I read both Tim’s post, and danah’s post, and I agree with large parts of what they’re both saying. But not quite with either of them, so all I can think to do is spell out some of my perhaps previously unarticulated assumptions.

  • There is no huge difference in principle between “normal” HTML Web pages and XFN or FOAF. Textual markup is what the Web is built from.
  • FOAF and XFN take some of the guesswork out of interpreting markup. But other technologies (javascript, perl, XSLT/GRDDL) can also transform vague markup into more machine-friendly markup. FOAF/XFN simply make this process easier and less heuristic, less error prone.
  • Google was not the first search engine, it is not the only search engine, and it will not be the last search engine. To obsess on Google’s behaviour here is to mistake Google for the Web.
  • Deeds that are on the public record in the Web may come to light months or years later; Google’s opening up of the (already public, but fragmented) Usenet historical record is a good example here.
  • Arguing against good markup practice on the Web (accessible, device independent markup) is something that may hurt underprivileged users (with disabilities, or limited access via mobile, high bandwidth costs etc).
  • Good markup allows content to be automatically summarised and re-presented to suit a variety of means of interaction and navigation (eg. voice browsers, screen readers, small screens, non-mouse navigation etc).
  • Good markup also makes it possible for search engines, crawlers and aggregators to offer richer services.

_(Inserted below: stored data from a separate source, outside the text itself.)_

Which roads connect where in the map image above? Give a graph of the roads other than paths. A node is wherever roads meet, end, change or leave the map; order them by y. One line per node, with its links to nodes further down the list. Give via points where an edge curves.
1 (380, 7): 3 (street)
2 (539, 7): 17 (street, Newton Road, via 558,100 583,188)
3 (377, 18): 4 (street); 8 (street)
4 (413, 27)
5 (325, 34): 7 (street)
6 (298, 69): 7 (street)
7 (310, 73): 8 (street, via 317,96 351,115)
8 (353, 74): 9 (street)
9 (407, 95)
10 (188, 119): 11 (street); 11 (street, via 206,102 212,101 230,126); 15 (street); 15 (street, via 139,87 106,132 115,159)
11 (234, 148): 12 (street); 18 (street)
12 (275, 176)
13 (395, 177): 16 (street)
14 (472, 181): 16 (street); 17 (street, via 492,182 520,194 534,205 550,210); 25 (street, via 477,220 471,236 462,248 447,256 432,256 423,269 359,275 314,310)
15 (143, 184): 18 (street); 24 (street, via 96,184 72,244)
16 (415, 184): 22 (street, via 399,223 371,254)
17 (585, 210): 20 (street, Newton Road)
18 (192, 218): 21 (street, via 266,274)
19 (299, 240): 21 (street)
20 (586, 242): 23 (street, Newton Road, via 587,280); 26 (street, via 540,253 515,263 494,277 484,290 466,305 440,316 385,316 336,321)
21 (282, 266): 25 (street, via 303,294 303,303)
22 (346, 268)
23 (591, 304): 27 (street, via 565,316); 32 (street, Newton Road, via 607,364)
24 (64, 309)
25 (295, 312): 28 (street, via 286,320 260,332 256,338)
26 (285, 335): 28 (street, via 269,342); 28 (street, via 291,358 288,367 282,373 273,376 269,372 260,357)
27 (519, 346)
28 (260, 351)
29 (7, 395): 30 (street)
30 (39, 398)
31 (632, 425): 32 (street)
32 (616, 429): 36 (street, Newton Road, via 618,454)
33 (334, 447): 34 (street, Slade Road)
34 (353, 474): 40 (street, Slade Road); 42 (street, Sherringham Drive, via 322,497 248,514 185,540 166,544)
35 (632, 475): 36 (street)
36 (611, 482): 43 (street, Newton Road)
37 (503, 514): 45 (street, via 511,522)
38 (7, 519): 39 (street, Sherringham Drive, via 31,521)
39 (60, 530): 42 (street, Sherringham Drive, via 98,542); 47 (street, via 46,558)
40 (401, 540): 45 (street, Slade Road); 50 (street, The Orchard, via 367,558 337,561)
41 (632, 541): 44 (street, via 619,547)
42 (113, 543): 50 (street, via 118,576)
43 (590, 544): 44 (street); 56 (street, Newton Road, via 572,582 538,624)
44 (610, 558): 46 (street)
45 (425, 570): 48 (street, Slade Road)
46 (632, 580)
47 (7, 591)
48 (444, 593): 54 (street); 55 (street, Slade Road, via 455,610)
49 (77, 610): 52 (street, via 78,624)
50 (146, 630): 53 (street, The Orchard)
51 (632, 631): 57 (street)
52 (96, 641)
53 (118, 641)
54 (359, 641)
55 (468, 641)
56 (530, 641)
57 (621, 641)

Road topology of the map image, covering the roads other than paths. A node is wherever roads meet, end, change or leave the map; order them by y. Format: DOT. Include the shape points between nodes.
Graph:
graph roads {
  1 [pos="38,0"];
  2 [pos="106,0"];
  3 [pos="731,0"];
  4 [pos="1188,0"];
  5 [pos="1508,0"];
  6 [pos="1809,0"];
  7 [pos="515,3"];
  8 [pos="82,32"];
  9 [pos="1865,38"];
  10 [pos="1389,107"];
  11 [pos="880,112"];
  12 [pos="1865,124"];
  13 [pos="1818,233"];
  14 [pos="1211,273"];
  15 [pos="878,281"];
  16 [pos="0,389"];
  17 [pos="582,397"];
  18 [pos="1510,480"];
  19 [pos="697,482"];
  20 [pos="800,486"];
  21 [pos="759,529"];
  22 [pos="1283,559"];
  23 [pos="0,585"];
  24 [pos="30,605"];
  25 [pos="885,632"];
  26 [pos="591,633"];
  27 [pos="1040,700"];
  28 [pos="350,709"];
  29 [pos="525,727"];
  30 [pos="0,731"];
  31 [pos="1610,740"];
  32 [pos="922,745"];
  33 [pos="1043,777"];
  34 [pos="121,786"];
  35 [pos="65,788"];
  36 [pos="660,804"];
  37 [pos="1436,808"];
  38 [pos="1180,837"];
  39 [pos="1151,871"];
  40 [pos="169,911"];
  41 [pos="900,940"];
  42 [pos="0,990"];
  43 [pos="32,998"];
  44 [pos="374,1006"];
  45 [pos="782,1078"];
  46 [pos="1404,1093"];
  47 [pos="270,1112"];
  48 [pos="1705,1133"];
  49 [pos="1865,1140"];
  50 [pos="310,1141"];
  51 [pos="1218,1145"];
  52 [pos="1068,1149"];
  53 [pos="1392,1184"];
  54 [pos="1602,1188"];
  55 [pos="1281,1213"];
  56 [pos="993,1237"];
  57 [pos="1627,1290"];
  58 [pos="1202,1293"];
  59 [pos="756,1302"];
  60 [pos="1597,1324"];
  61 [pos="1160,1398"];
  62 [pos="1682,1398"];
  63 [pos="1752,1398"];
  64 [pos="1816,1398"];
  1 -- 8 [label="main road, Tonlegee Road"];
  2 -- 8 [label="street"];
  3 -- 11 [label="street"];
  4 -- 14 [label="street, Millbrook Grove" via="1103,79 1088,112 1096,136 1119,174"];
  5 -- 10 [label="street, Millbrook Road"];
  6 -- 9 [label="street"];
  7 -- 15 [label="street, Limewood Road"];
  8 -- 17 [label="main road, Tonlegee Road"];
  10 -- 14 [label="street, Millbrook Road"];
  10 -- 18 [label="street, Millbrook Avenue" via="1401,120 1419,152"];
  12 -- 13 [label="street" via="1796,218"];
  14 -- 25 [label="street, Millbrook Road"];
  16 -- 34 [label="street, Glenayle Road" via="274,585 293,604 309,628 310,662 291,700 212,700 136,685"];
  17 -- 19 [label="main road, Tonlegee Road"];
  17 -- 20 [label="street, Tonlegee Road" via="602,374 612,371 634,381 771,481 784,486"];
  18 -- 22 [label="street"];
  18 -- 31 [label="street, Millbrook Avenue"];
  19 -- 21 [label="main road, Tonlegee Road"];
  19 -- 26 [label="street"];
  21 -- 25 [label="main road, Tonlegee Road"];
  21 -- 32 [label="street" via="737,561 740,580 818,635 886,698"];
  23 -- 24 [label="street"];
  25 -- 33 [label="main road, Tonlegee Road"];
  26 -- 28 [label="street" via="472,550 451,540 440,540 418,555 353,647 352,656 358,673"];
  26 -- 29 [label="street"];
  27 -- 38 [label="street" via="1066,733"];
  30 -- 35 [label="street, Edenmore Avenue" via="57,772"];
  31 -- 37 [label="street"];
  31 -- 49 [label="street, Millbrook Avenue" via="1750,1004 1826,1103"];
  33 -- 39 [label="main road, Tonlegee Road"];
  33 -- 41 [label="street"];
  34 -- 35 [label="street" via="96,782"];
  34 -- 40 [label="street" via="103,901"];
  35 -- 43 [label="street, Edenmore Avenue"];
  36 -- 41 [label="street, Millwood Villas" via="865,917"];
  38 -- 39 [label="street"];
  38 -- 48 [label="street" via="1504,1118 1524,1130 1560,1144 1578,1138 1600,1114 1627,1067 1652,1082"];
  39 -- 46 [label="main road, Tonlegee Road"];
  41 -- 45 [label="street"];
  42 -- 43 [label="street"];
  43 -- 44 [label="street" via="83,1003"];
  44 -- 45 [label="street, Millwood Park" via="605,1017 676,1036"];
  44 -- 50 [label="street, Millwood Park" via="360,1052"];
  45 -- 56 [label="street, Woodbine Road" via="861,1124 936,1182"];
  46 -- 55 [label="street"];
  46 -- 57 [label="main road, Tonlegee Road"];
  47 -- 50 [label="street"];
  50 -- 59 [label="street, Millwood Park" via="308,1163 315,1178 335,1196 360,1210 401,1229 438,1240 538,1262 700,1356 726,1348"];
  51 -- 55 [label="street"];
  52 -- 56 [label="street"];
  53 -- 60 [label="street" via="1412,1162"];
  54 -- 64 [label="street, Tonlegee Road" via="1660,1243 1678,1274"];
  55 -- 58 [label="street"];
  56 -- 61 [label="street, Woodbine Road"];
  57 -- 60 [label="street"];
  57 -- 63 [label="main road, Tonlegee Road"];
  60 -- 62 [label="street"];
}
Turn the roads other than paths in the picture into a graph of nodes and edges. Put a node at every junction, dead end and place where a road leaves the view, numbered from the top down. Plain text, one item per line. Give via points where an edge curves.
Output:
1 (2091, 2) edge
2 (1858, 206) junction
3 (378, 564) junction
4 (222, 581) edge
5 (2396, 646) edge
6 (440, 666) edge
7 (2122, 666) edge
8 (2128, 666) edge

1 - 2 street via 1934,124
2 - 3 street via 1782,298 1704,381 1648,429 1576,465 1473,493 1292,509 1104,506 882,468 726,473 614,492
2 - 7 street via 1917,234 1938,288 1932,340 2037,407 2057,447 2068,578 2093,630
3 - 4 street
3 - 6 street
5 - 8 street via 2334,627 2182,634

The difference between Google crawling FOAF/XFN from LiveJournal, versus extracting similar information via custom scripts from MySpace, is interesting and important solely to geeks. Mainstream users have no idea of such distinctions. When LiveJournal originally launched their FOAF files in 2004, the rule they followed was a pretty sensible one: if the information was there in the HTML pages, they’d also expose it in FOAF.

We need to be careful of taking a ruthless “you can’t make an omelete without breaking eggs” line here. Whatever we do, people will suffer. If the Web is made inaccessible, with information hidden inside image files or otherwise obfuscated, we exclude a huge constituency of users. If we shine a light on the public record, as Google have done, we’ll embarass, expose and even potentially risk harm to the people described by these interlinked documents. And if we stick our head in the sand and pretend that these folk aren’t exposed, I predict this will come back to bite us in the butt in a few months or years, since all that data is out there, being crawled, indexed and analysed by parties other than Google. Parties with less to lose, and more to gain.

So what to do? I think several activities need to happen in parallel:

  • Best practice codes for those who expose, and those who aggregate, social Web data
  • Improved media literacy education for those who are unwittingly exposing too much of themselves online
  • Technology development around decentralised, non-public record communication and community tools (eg. via Jabber/XMPP)

Any search engine at all, today, is capable of supporting the following bit of mischief:

Take some starting point a collection of user profiles on a public site. Extract all the usernames. Find the ones that appear in the Web less than say 10,000 times, and on other sites. Assume these are unique userIDs and crawl the pages they appear in, do some heuristic name matching, … and you’ll have a pile of smushed identities, perhaps linking professional and dating sites, or drunken college photos to respectable-new-life. No FOAF needed.

The answer I think isn’t to beat up on the aggregators, it’s to improve the Web experience such that people can have real privacy when they need it, rather than the misleading illusion of privacy. This isn’t going to be easy, but I don’t see a credible alternative.